* _Exercise prompt_: How many lines of the listing below contain "lane"? State the number alone.

* _Given records_:

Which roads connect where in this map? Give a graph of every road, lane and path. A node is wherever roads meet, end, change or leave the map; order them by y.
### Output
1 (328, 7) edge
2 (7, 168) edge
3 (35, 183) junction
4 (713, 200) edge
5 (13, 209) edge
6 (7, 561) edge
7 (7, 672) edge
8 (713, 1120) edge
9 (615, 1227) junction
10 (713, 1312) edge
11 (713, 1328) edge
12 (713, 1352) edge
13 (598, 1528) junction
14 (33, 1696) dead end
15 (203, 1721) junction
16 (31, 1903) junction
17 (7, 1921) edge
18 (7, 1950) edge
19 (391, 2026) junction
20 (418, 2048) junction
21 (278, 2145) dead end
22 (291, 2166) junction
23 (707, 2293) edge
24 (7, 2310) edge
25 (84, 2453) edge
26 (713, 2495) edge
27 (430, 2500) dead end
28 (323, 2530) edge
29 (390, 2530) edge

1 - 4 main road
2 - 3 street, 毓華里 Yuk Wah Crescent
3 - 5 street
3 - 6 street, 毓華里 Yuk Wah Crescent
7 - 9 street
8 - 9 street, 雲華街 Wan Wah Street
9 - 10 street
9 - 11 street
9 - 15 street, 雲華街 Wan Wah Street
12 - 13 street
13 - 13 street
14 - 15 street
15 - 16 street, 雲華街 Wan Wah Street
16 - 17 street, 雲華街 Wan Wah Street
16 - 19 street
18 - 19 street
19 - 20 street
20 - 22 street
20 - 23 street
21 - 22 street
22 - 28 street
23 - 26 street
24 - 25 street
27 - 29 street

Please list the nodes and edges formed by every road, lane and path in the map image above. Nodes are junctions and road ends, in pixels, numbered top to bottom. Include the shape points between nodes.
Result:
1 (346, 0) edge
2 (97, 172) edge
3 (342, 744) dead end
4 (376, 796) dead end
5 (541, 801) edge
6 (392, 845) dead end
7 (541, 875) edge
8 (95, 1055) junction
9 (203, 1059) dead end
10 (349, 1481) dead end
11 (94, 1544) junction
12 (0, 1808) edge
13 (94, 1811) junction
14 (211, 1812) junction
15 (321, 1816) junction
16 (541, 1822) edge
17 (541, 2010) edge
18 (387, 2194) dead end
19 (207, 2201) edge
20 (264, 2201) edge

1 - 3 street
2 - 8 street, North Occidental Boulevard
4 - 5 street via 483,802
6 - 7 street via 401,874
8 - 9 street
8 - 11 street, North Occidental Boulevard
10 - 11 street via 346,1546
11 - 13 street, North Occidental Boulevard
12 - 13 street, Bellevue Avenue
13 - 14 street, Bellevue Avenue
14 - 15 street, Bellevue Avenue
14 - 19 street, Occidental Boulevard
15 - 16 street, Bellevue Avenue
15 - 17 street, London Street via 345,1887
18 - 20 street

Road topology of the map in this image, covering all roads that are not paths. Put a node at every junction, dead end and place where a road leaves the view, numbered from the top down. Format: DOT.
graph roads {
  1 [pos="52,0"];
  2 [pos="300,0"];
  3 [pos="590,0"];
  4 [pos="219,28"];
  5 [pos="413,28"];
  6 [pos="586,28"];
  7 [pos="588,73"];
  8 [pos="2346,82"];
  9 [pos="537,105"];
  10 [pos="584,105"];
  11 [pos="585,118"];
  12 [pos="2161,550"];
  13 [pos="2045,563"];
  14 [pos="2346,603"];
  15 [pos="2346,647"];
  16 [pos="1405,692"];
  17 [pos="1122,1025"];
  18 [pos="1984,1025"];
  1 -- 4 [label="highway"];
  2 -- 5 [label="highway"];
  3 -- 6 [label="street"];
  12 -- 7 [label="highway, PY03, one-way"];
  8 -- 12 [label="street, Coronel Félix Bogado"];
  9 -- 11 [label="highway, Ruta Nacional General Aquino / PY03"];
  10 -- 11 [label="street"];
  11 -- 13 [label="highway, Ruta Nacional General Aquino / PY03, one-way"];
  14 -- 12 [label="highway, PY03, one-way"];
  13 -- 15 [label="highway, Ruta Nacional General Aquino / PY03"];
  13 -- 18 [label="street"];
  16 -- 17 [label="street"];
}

* _Task output_: 2